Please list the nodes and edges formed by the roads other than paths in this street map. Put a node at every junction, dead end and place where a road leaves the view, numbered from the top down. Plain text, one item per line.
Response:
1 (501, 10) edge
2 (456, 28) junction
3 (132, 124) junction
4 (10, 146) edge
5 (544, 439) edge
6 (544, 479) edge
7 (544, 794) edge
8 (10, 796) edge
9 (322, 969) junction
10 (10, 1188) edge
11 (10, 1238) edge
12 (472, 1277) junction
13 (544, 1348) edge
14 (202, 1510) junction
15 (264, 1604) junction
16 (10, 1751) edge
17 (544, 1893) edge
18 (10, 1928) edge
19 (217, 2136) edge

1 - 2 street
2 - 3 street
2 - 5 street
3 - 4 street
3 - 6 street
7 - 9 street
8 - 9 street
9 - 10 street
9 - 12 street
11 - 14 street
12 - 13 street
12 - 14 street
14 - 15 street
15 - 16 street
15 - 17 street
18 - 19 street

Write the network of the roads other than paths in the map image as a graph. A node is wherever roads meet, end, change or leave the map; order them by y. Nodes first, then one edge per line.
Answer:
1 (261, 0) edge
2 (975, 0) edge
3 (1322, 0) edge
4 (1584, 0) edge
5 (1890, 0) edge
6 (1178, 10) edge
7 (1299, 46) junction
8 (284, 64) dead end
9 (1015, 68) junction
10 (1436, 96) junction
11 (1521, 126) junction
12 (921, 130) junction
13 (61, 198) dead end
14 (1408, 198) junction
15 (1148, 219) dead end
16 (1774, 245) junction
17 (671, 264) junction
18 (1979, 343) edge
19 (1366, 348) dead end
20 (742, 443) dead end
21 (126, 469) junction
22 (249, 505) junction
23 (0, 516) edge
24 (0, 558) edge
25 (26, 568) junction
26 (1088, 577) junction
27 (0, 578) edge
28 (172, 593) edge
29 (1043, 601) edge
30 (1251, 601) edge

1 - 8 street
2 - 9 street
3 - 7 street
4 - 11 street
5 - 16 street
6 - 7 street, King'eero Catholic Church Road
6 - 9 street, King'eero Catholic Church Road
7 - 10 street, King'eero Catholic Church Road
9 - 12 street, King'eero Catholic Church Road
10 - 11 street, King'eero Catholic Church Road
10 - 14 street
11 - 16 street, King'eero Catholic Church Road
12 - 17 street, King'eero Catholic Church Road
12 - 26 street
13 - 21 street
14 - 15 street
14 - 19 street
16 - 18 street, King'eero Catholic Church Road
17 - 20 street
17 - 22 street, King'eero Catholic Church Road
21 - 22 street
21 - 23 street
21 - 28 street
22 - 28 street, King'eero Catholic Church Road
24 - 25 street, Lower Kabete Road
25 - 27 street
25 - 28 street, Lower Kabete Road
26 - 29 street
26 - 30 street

ASSIGNMENT:
Give back exactly the lines from the one containing "Write the network" through the end of the material above, and nothing else.

RESULT FOR THIS EXERCISE:
Write the network of the roads other than paths in the map image as a graph. A node is wherever roads meet, end, change or leave the map; order them by y. Nodes first, then one edge per line.
Answer:
1 (261, 0) edge
2 (975, 0) edge
3 (1322, 0) edge
4 (1584, 0) edge
5 (1890, 0) edge
6 (1178, 10) edge
7 (1299, 46) junction
8 (284, 64) dead end
9 (1015, 68) junction
10 (1436, 96) junction
11 (1521, 126) junction
12 (921, 130) junction
13 (61, 198) dead end
14 (1408, 198) junction
15 (1148, 219) dead end
16 (1774, 245) junction
17 (671, 264) junction
18 (1979, 343) edge
19 (1366, 348) dead end
20 (742, 443) dead end
21 (126, 469) junction
22 (249, 505) junction
23 (0, 516) edge
24 (0, 558) edge
25 (26, 568) junction
26 (1088, 577) junction
27 (0, 578) edge
28 (172, 593) edge
29 (1043, 601) edge
30 (1251, 601) edge

1 - 8 street
2 - 9 street
3 - 7 street
4 - 11 street
5 - 16 street
6 - 7 street, King'eero Catholic Church Road
6 - 9 street, King'eero Catholic Church Road
7 - 10 street, King'eero Catholic Church Road
9 - 12 street, King'eero Catholic Church Road
10 - 11 street, King'eero Catholic Church Road
10 - 14 street
11 - 16 street, King'eero Catholic Church Road
12 - 17 street, King'eero Catholic Church Road
12 - 26 street
13 - 21 street
14 - 15 street
14 - 19 street
16 - 18 street, King'eero Catholic Church Road
17 - 20 street
17 - 22 street, King'eero Catholic Church Road
21 - 22 street
21 - 23 street
21 - 28 street
22 - 28 street, King'eero Catholic Church Road
24 - 25 street, Lower Kabete Road
25 - 27 street
25 - 28 street, Lower Kabete Road
26 - 29 street
26 - 30 street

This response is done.